The task: Every entry should be copied exactly, with nothing added or dropped.

Stored items from a collection
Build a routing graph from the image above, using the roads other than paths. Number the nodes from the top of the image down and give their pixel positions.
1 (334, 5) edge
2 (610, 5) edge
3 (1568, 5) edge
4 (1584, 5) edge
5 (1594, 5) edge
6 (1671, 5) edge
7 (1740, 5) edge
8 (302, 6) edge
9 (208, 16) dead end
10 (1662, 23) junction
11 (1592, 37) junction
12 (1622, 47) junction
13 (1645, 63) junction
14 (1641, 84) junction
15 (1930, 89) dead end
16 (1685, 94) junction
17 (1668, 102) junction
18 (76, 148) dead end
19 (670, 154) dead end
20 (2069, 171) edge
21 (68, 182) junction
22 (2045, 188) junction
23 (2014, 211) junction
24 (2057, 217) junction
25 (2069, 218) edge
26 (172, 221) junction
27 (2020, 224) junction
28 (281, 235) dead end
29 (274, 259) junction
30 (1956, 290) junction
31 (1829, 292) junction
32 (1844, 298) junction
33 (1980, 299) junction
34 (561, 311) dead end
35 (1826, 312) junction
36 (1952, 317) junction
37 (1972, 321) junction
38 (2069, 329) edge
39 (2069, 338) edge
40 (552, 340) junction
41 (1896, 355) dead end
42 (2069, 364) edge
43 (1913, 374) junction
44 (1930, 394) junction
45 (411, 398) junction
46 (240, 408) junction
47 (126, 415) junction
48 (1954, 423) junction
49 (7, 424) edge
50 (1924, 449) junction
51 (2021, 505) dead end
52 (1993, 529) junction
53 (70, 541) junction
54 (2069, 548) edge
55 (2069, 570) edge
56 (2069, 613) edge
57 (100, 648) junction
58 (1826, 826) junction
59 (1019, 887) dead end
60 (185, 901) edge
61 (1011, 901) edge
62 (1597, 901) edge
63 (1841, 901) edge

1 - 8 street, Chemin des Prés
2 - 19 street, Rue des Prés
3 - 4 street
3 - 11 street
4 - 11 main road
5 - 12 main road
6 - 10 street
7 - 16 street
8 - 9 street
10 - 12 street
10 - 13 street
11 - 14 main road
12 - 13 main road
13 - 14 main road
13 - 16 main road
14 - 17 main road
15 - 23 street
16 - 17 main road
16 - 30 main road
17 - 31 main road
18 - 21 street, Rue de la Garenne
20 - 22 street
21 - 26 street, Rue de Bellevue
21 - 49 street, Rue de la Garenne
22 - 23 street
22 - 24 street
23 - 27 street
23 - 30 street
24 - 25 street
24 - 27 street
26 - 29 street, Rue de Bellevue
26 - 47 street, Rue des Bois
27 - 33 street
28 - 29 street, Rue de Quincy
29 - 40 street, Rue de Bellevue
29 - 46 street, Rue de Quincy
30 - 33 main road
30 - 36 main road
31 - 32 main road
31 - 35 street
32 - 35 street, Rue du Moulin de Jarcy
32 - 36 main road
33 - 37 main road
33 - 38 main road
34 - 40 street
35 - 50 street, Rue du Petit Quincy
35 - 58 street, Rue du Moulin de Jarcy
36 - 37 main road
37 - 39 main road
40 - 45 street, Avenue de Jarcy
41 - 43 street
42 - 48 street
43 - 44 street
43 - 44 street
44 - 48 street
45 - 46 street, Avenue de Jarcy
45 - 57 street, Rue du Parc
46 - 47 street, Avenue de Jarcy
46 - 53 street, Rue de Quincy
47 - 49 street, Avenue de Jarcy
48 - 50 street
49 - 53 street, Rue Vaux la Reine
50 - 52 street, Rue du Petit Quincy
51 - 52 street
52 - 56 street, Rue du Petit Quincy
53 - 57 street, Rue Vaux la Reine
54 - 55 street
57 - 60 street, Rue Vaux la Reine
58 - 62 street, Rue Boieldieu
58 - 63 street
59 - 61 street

Solution to the problem:
Build a routing graph from the image above, using the roads other than paths. Number the nodes from the top of the image down and give their pixel positions.
1 (334, 5) edge
2 (610, 5) edge
3 (1568, 5) edge
4 (1584, 5) edge
5 (1594, 5) edge
6 (1671, 5) edge
7 (1740, 5) edge
8 (302, 6) edge
9 (208, 16) dead end
10 (1662, 23) junction
11 (1592, 37) junction
12 (1622, 47) junction
13 (1645, 63) junction
14 (1641, 84) junction
15 (1930, 89) dead end
16 (1685, 94) junction
17 (1668, 102) junction
18 (76, 148) dead end
19 (670, 154) dead end
20 (2069, 171) edge
21 (68, 182) junction
22 (2045, 188) junction
23 (2014, 211) junction
24 (2057, 217) junction
25 (2069, 218) edge
26 (172, 221) junction
27 (2020, 224) junction
28 (281, 235) dead end
29 (274, 259) junction
30 (1956, 290) junction
31 (1829, 292) junction
32 (1844, 298) junction
33 (1980, 299) junction
34 (561, 311) dead end
35 (1826, 312) junction
36 (1952, 317) junction
37 (1972, 321) junction
38 (2069, 329) edge
39 (2069, 338) edge
40 (552, 340) junction
41 (1896, 355) dead end
42 (2069, 364) edge
43 (1913, 374) junction
44 (1930, 394) junction
45 (411, 398) junction
46 (240, 408) junction
47 (126, 415) junction
48 (1954, 423) junction
49 (7, 424) edge
50 (1924, 449) junction
51 (2021, 505) dead end
52 (1993, 529) junction
53 (70, 541) junction
54 (2069, 548) edge
55 (2069, 570) edge
56 (2069, 613) edge
57 (100, 648) junction
58 (1826, 826) junction
59 (1019, 887) dead end
60 (185, 901) edge
61 (1011, 901) edge
62 (1597, 901) edge
63 (1841, 901) edge

1 - 8 street, Chemin des Prés
2 - 19 street, Rue des Prés
3 - 4 street
3 - 11 street
4 - 11 main road
5 - 12 main road
6 - 10 street
7 - 16 street
8 - 9 street
10 - 12 street
10 - 13 street
11 - 14 main road
12 - 13 main road
13 - 14 main road
13 - 16 main road
14 - 17 main road
15 - 23 street
16 - 17 main road
16 - 30 main road
17 - 31 main road
18 - 21 street, Rue de la Garenne
20 - 22 street
21 - 26 street, Rue de Bellevue
21 - 49 street, Rue de la Garenne
22 - 23 street
22 - 24 street
23 - 27 street
23 - 30 street
24 - 25 street
24 - 27 street
26 - 29 street, Rue de Bellevue
26 - 47 street, Rue des Bois
27 - 33 street
28 - 29 street, Rue de Quincy
29 - 40 street, Rue de Bellevue
29 - 46 street, Rue de Quincy
30 - 33 main road
30 - 36 main road
31 - 32 main road
31 - 35 street
32 - 35 street, Rue du Moulin de Jarcy
32 - 36 main road
33 - 37 main road
33 - 38 main road
34 - 40 street
35 - 50 street, Rue du Petit Quincy
35 - 58 street, Rue du Moulin de Jarcy
36 - 37 main road
37 - 39 main road
40 - 45 street, Avenue de Jarcy
41 - 43 street
42 - 48 street
43 - 44 street
43 - 44 street
44 - 48 street
45 - 46 street, Avenue de Jarcy
45 - 57 street, Rue du Parc
46 - 47 street, Avenue de Jarcy
46 - 53 street, Rue de Quincy
47 - 49 street, Avenue de Jarcy
48 - 50 street
49 - 53 street, Rue Vaux la Reine
50 - 52 street, Rue du Petit Quincy
51 - 52 street
52 - 56 street, Rue du Petit Quincy
53 - 57 street, Rue Vaux la Reine
54 - 55 street
57 - 60 street, Rue Vaux la Reine
58 - 62 street, Rue Boieldieu
58 - 63 street
59 - 61 street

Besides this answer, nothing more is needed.